◆ **Data to process**:
━━━━━━
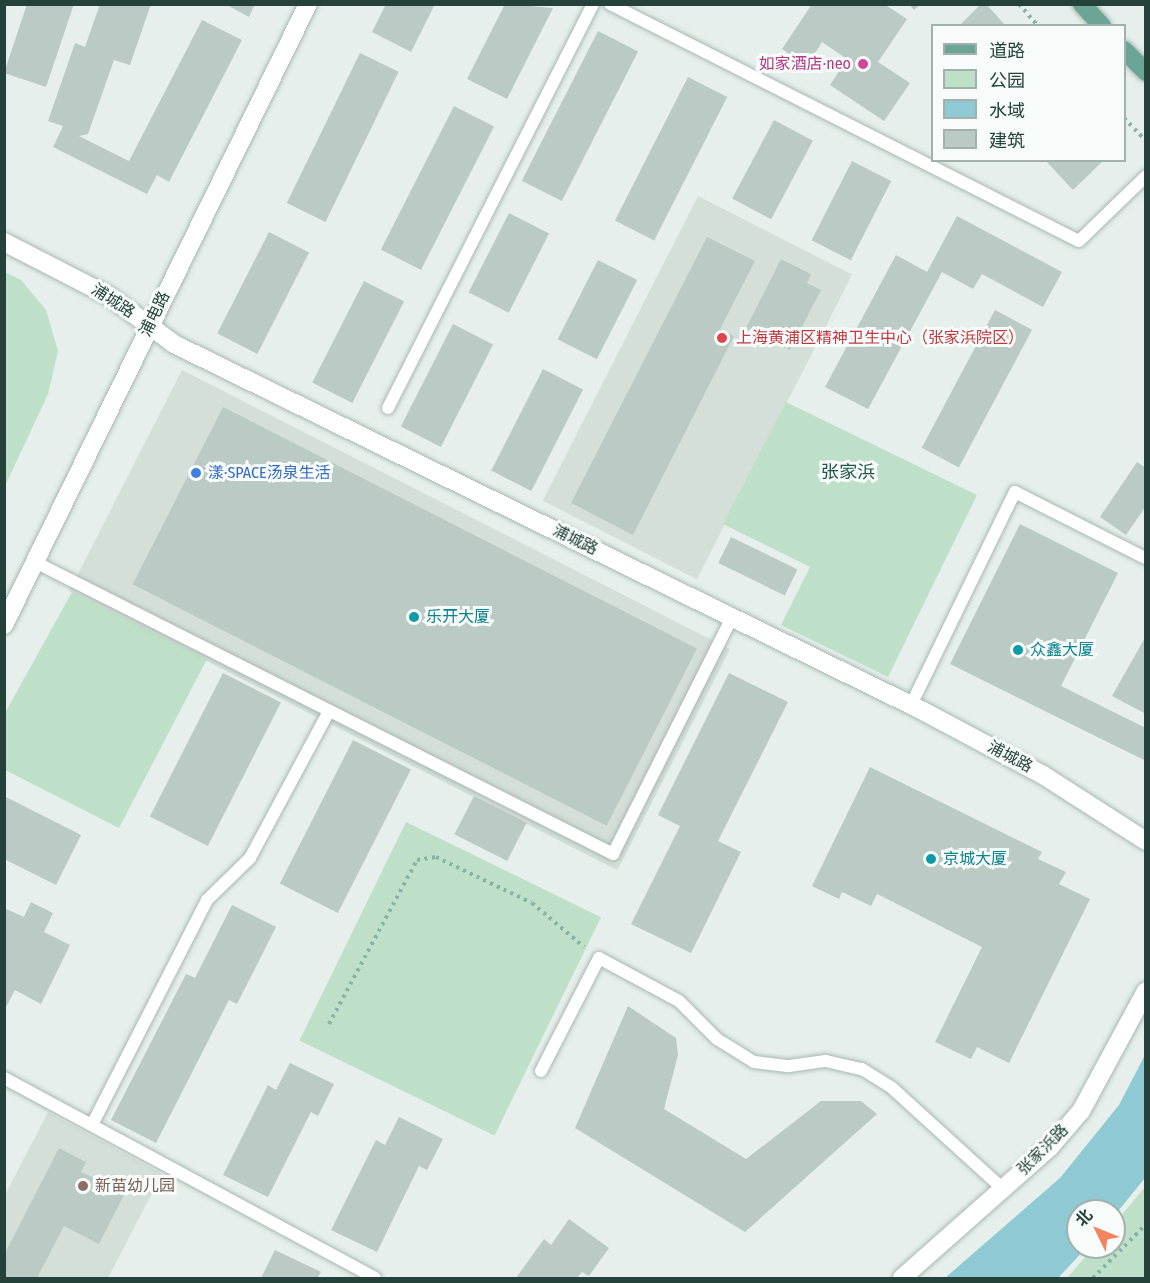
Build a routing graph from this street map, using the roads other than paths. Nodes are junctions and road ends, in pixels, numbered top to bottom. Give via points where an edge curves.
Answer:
1 (308, 4) edge
2 (593, 4) edge
3 (610, 4) edge
4 (1082, 4) edge
5 (1100, 24) edge
6 (1126, 51) edge
7 (1146, 72) edge
8 (1146, 176) edge
9 (4, 242) edge
10 (148, 327) junction
11 (388, 408) dead end
12 (1145, 558) edge
13 (35, 562) junction
14 (732, 617) junction
15 (4, 625) edge
16 (910, 705) junction
17 (329, 711) junction
18 (1146, 841) edge
19 (1146, 991) edge
20 (541, 1071) dead end
21 (4, 1078) edge
22 (93, 1124) junction
23 (1003, 1190) junction
24 (375, 1278) edge
25 (902, 1278) edge

1 - 10 street, 浦电路
2 - 11 lane
3 - 8 lane via 1079,241
4 - 5 main road
6 - 7 main road
9 - 10 street, 浦城路 via 110,296
10 - 13 street, 浦电路
10 - 14 street, 浦城路
12 - 16 lane via 1015,492
13 - 15 street, 浦电路
13 - 17 lane
14 - 16 street, 浦城路
14 - 17 lane via 613,854
16 - 18 street, 浦城路 via 1043,775
17 - 22 lane via 250,858 207,900
19 - 23 street, 张家浜路 via 1080,1111
20 - 23 lane via 599,958 679,1001 717,1039 754,1062 789,1066 826,1061 862,1069 891,1087
21 - 22 lane
22 - 24 lane
23 - 25 street, 张家浜路

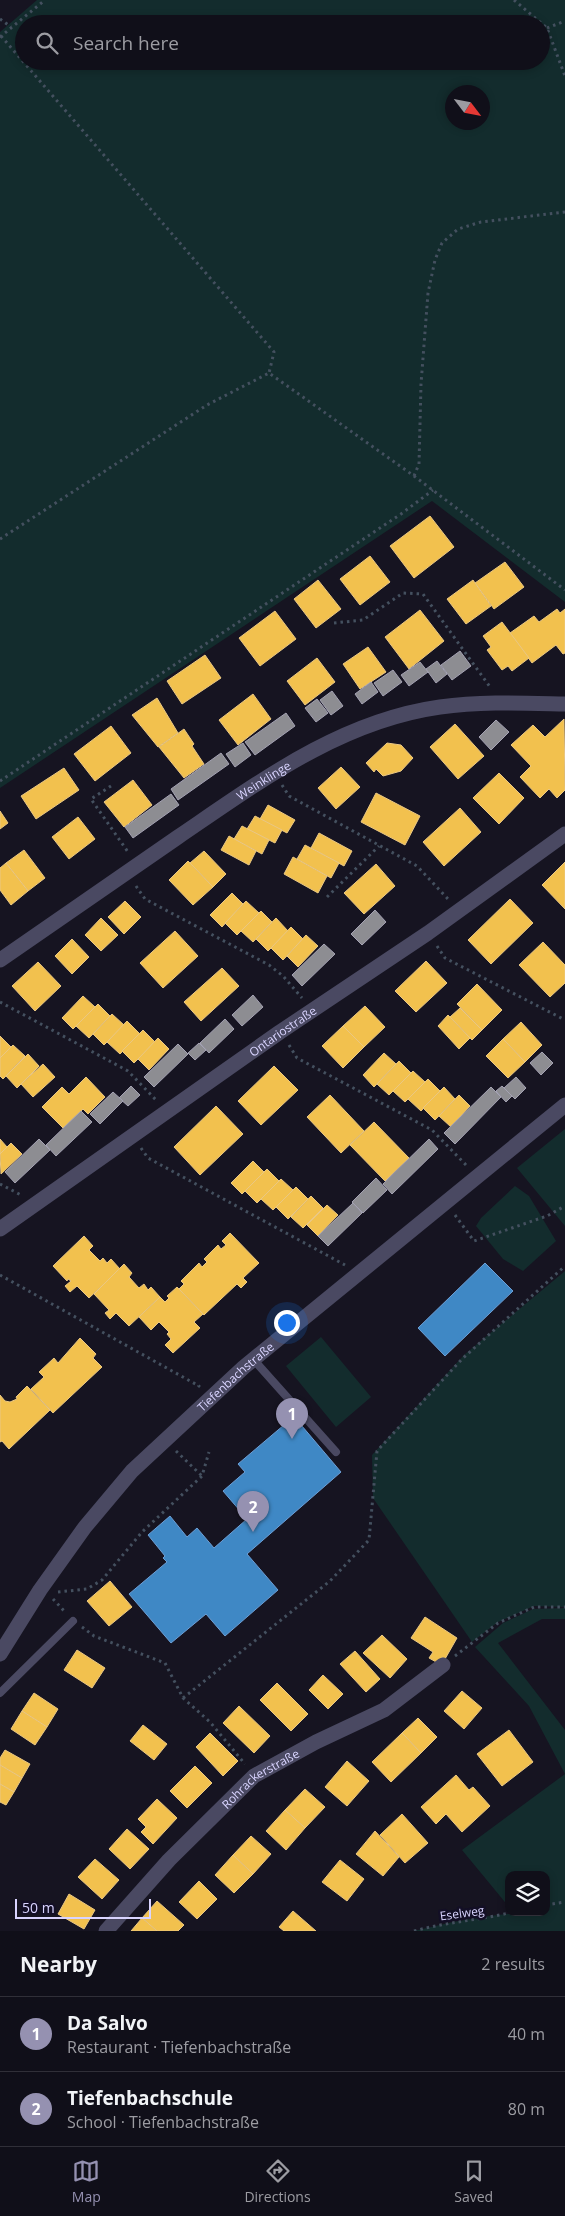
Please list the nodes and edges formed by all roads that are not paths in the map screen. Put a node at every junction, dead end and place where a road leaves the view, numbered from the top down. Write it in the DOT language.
graph roads {
  1 [pos="565,704"];
  2 [pos="565,834"];
  3 [pos="0,960"];
  4 [pos="565,1105"];
  5 [pos="0,1229"];
  6 [pos="253,1359"];
  7 [pos="336,1452"];
  8 [pos="73,1621"];
  9 [pos="0,1654"];
  10 [pos="443,1665"];
  11 [pos="0,1693"];
  12 [pos="106,1931"];
  1 -- 3 [label="street, Weinklinge"];
  2 -- 5 [label="street, Ontariostraße"];
  4 -- 6 [label="street, Tiefenbachstraße"];
  6 -- 7 [label="lane"];
  6 -- 9 [label="street, Tiefenbachstraße"];
  8 -- 11 [label="lane"];
  10 -- 12 [label="street, Rohrackerstraße"];
}
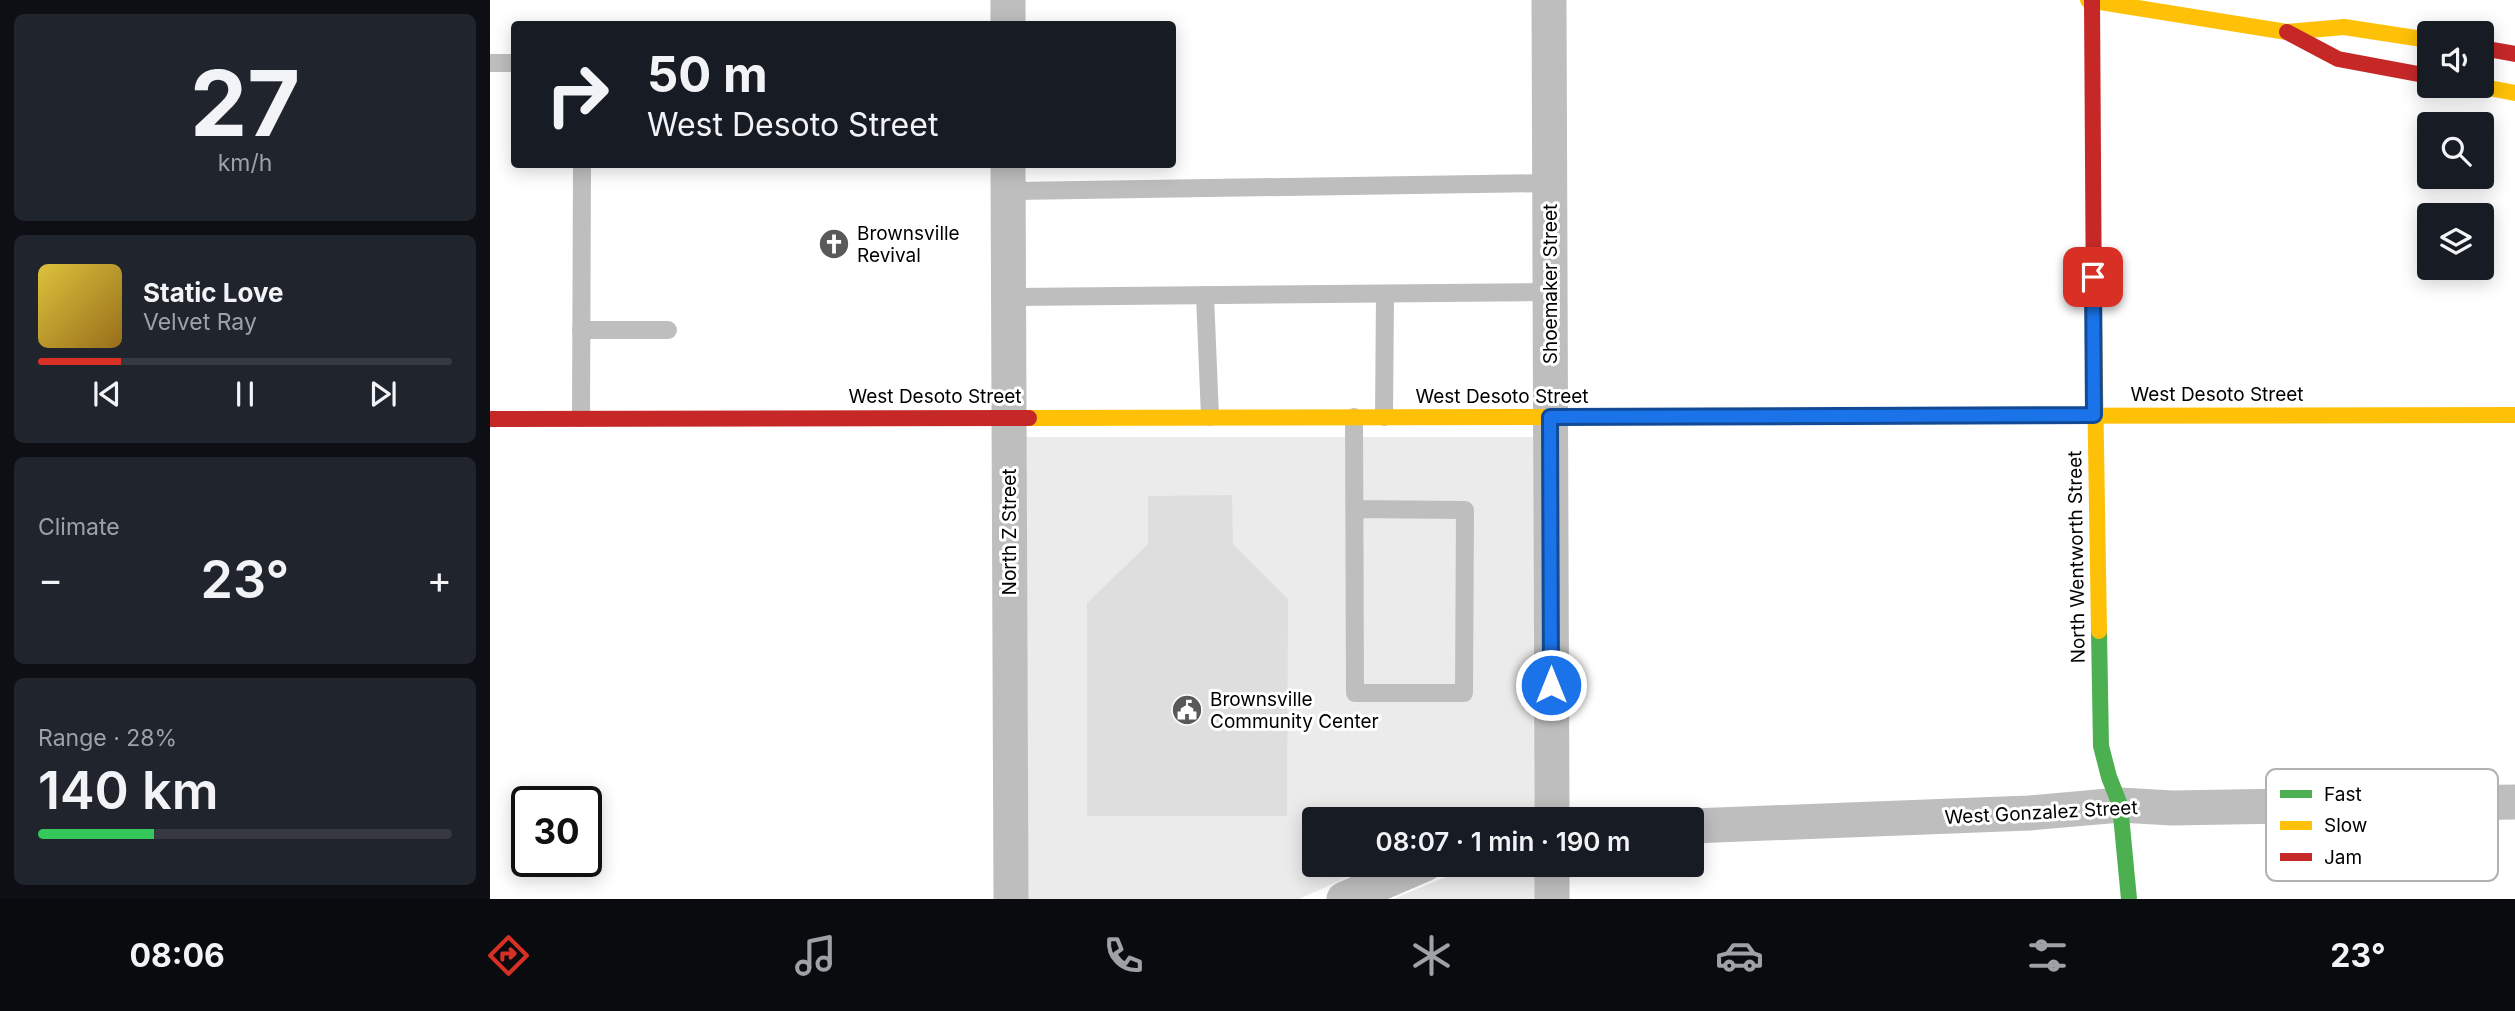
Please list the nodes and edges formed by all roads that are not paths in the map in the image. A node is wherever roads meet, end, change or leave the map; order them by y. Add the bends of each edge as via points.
1 (1008, 0) edge
2 (1549, 0) edge
3 (2091, 0) edge
4 (1008, 21) edge
5 (2287, 32) junction
6 (2417, 38) edge
7 (2494, 50) edge
8 (2515, 54) edge
9 (490, 63) edge
10 (511, 63) edge
11 (2417, 74) edge
12 (2494, 89) edge
13 (2515, 93) edge
14 (582, 168) edge
15 (1008, 178) edge
16 (1550, 183) junction
17 (1550, 292) junction
18 (1385, 294) junction
19 (1205, 295) junction
20 (1008, 297) junction
21 (581, 330) junction
22 (668, 330) dead end
23 (2094, 415) junction
24 (2515, 415) edge
25 (1009, 417) junction
26 (1209, 417) junction
27 (1354, 417) junction
28 (1384, 417) junction
29 (1550, 417) junction
30 (581, 418) junction
31 (490, 419) edge
32 (1355, 509) junction
33 (2120, 805) junction
34 (2266, 806) edge
35 (1552, 807) edge
36 (1704, 825) edge
37 (1395, 877) edge
38 (1552, 877) edge
39 (1011, 899) edge
40 (1344, 899) edge
41 (1552, 899) edge
42 (2129, 899) edge

1 - 4 street
2 - 16 street, Shoemaker Street
3 - 5 street
3 - 23 street, North Wentworth Street
5 - 6 street via 2344,27
5 - 11 street via 2338,59
7 - 8 street
9 - 10 lane
12 - 13 street
14 - 21 lane
15 - 16 lane
15 - 20 street, North Z Street
16 - 17 street, Shoemaker Street
17 - 18 lane
17 - 29 street, Shoemaker Street
18 - 19 lane
18 - 28 lane
19 - 20 lane
19 - 26 lane
20 - 25 street, North Z Street
21 - 22 lane
21 - 30 lane
23 - 24 street, West Desoto Street
23 - 29 street, West Desoto Street
23 - 33 street, North Wentworth Street via 2101,747
25 - 26 street, West Desoto Street
25 - 30 street, West Desoto Street
25 - 39 street, North Z Street
26 - 27 street, West Desoto Street
27 - 28 street, West Desoto Street
27 - 32 lane
28 - 29 street, West Desoto Street
29 - 35 street, Shoemaker Street
30 - 31 street, West Desoto Street
32 - 32 lane via 1355,693 1464,693 1465,510
33 - 34 street, West Gonzalez Street
33 - 36 street, West Gonzalez Street via 2029,813
33 - 42 street, North Wentworth Street
37 - 40 street
38 - 41 street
━━━━━━
◆ **Your instructions**: Which lines of the data contain the string "that"? Copy each one.

◆ **Exercise response**:
Please list the nodes and edges formed by all roads that are not paths in the map screen. Put a node at every junction, dead end and place where a road leaves the view, numbered from the top down. Write it in the DOT language.
Please list the nodes and edges formed by all roads that are not paths in the map in the image. A node is wherever roads meet, end, change or leave the map; order them by y. Add the bends of each edge as via points.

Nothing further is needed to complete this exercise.